_Provided material_.

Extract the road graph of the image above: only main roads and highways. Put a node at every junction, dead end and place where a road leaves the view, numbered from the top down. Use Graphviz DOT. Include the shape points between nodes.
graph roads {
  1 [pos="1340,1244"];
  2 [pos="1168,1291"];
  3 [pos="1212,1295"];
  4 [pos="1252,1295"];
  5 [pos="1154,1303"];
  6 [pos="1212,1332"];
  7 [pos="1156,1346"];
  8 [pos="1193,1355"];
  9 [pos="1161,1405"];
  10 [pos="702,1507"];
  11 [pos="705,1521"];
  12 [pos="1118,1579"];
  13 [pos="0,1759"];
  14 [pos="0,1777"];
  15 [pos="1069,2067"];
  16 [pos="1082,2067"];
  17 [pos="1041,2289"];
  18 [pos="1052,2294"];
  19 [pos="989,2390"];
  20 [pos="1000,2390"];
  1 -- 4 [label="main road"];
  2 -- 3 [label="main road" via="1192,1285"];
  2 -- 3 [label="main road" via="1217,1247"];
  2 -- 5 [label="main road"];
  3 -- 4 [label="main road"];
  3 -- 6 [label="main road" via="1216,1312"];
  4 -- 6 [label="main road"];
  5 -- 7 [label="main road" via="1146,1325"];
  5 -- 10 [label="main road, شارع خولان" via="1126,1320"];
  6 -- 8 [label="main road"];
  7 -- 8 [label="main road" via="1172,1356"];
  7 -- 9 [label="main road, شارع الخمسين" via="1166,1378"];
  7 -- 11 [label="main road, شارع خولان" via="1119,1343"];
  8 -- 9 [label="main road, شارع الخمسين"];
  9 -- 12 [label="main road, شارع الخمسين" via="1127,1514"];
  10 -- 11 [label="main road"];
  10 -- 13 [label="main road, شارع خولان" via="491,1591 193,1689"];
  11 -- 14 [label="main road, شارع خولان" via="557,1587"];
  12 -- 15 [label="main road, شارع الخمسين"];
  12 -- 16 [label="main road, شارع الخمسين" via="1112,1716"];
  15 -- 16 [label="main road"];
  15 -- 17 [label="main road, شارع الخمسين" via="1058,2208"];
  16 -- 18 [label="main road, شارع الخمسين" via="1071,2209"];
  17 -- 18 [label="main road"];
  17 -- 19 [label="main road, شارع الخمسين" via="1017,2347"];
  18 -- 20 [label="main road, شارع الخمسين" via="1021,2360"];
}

_The problem_.
Copy out every line above where "الخمسين" is present.

_Answer box_.
  7 -- 9 [label="main road, شارع الخمسين" via="1166,1378"];
  8 -- 9 [label="main road, شارع الخمسين"];
  9 -- 12 [label="main road, شارع الخمسين" via="1127,1514"];
  12 -- 15 [label="main road, شارع الخمسين"];
  12 -- 16 [label="main road, شارع الخمسين" via="1112,1716"];
  15 -- 17 [label="main road, شارع الخمسين" via="1058,2208"];
  16 -- 18 [label="main road, شارع الخمسين" via="1071,2209"];
  17 -- 19 [label="main road, شارع الخمسين" via="1017,2347"];
  18 -- 20 [label="main road, شارع الخمسين" via="1021,2360"];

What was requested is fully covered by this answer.